Problem details
Count lines, not occurrences: report how many lines in the records hold the string "main", and nothing else.
Information shown Block Start
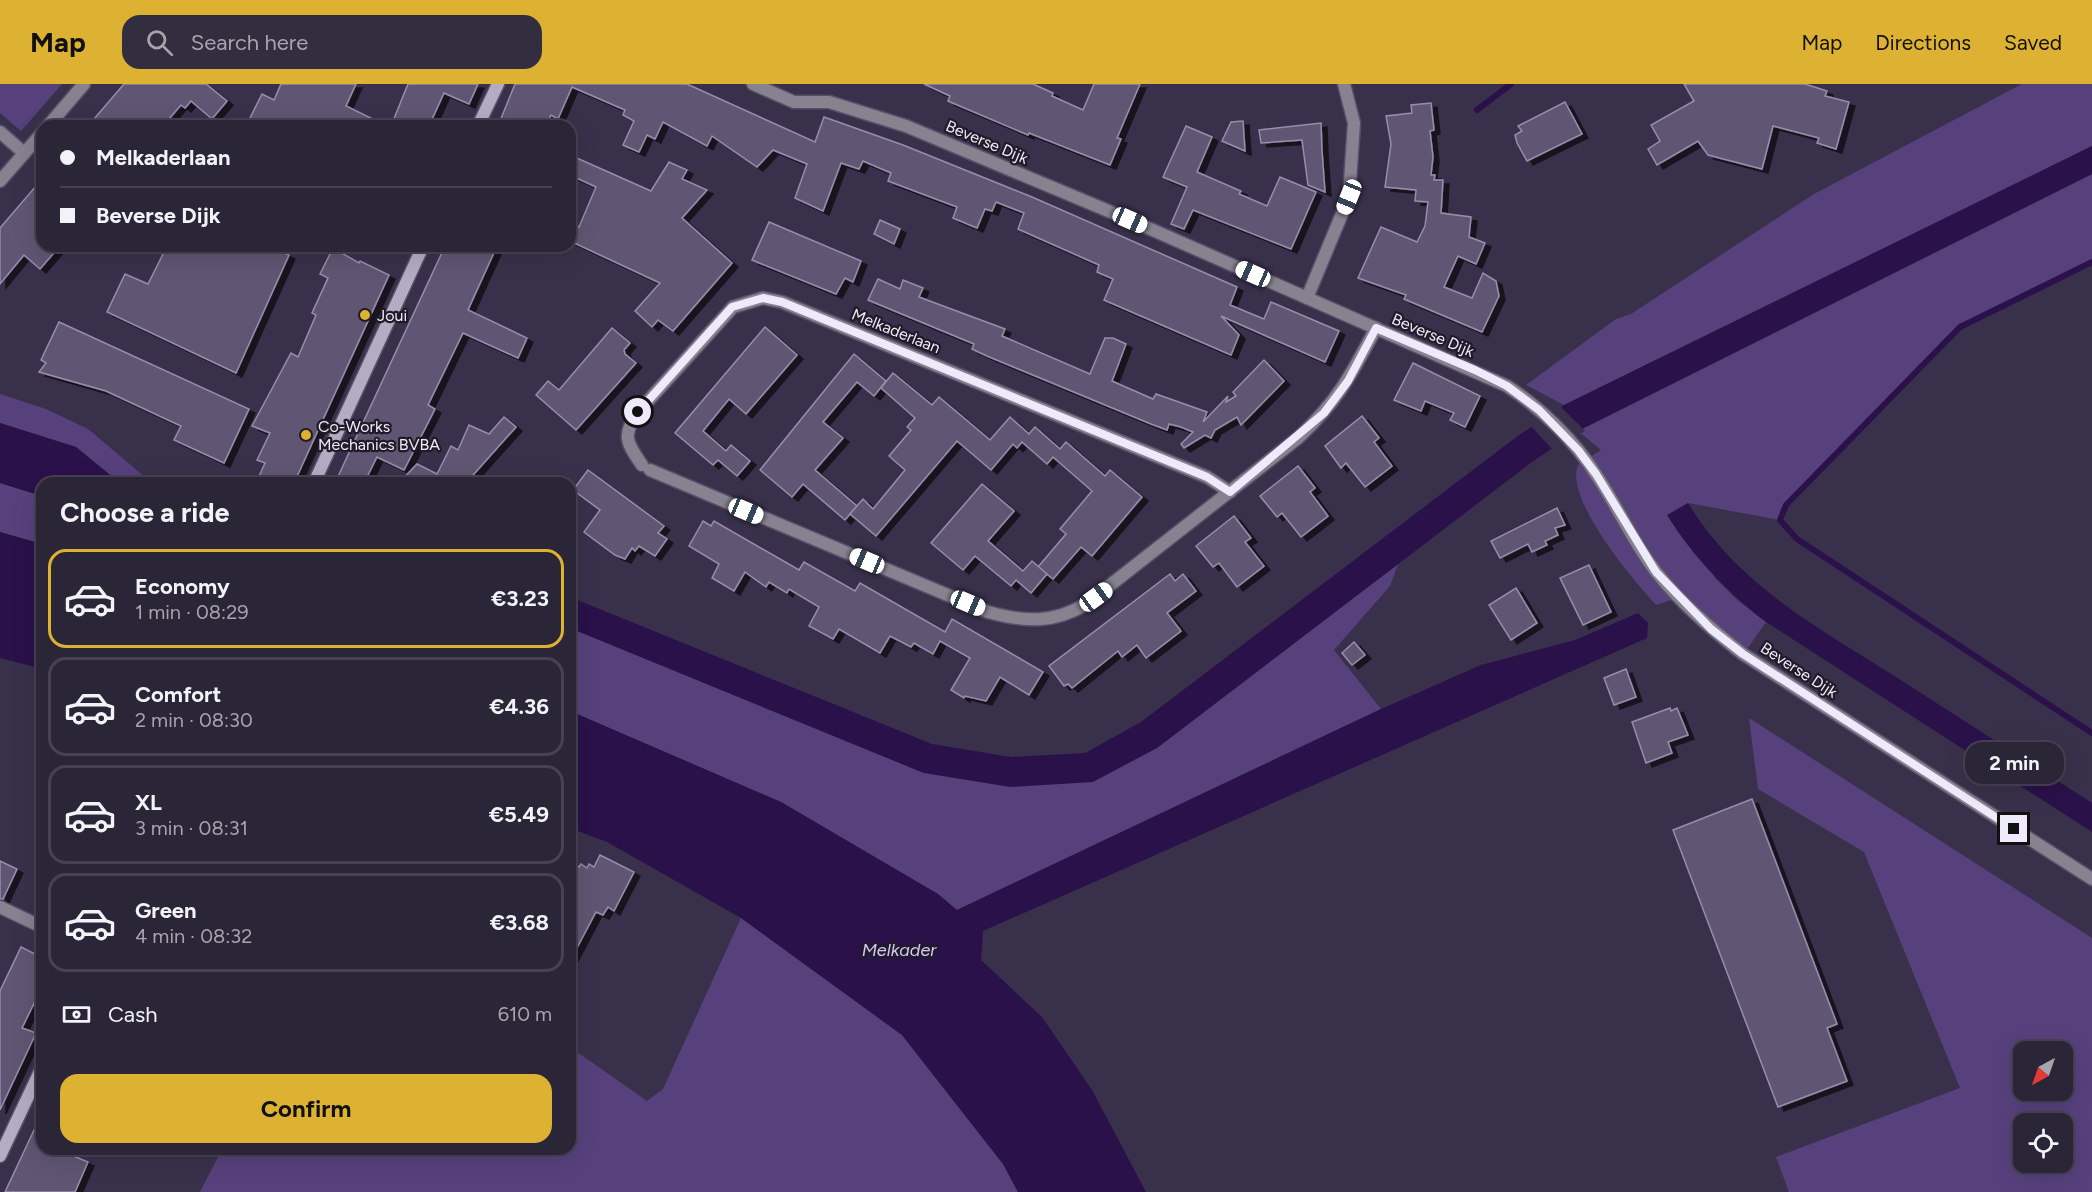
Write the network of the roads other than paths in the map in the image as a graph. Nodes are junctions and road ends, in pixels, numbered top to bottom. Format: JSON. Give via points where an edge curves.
{"nodes":[{"id":1,"x":84,"y":84,"type":"edge"},
{"id":2,"x":498,"y":84,"type":"edge"},
{"id":3,"x":753,"y":84,"type":"edge"},
{"id":4,"x":1344,"y":84,"type":"edge"},
{"id":5,"x":53,"y":120,"type":"edge"},
{"id":6,"x":481,"y":120,"type":"edge"},
{"id":7,"x":0,"y":132,"type":"edge"},
{"id":8,"x":36,"y":140,"type":"edge"},
{"id":9,"x":24,"y":153,"type":"junction"},
{"id":10,"x":0,"y":181,"type":"edge"},
{"id":11,"x":420,"y":252,"type":"edge"},
{"id":12,"x":1307,"y":298,"type":"junction"},
{"id":13,"x":1376,"y":328,"type":"junction"},
{"id":14,"x":317,"y":477,"type":"edge"},
{"id":15,"x":1230,"y":492,"type":"junction"},
{"id":16,"x":2092,"y":879,"type":"edge"},
{"id":17,"x":0,"y":907,"type":"edge"},
{"id":18,"x":36,"y":924,"type":"edge"},
{"id":19,"x":36,"y":1080,"type":"edge"},
{"id":20,"x":0,"y":1156,"type":"edge"}],
"edges":[{"from":1,"to":5,"type":"street"},
{"from":2,"to":6,"type":"main road"},
{"from":3,"to":12,"type":"street","name":"Beverse Dijk","via":[[794,102],[829,102],[906,126]]},
{"from":4,"to":12,"type":"street","via":[[1354,123],[1349,197]]},
{"from":7,"to":9,"type":"street"},
{"from":8,"to":9,"type":"street"},
{"from":9,"to":10,"type":"street"},
{"from":11,"to":14,"type":"main road"},
{"from":12,"to":13,"type":"street","name":"Beverse Dijk"},
{"from":13,"to":15,"type":"street","name":"Melkaderlaan","via":[[1348,381],[1324,413]]},
{"from":13,"to":16,"type":"street","name":"Beverse Dijk","via":[[1507,386],[1539,410],[1596,474],[1656,572],[1711,629],[1743,654]]},
{"from":15,"to":15,"type":"street","name":"Melkaderlaan","via":[[1068,615],[1038,621],[1012,619],[646,468],[628,445],[627,435],[638,412],[732,307],[763,298],[782,302],[1207,477]]},
{"from":17,"to":18,"type":"street"},
{"from":19,"to":20,"type":"main road"}]}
Information shown Block End
Answer
3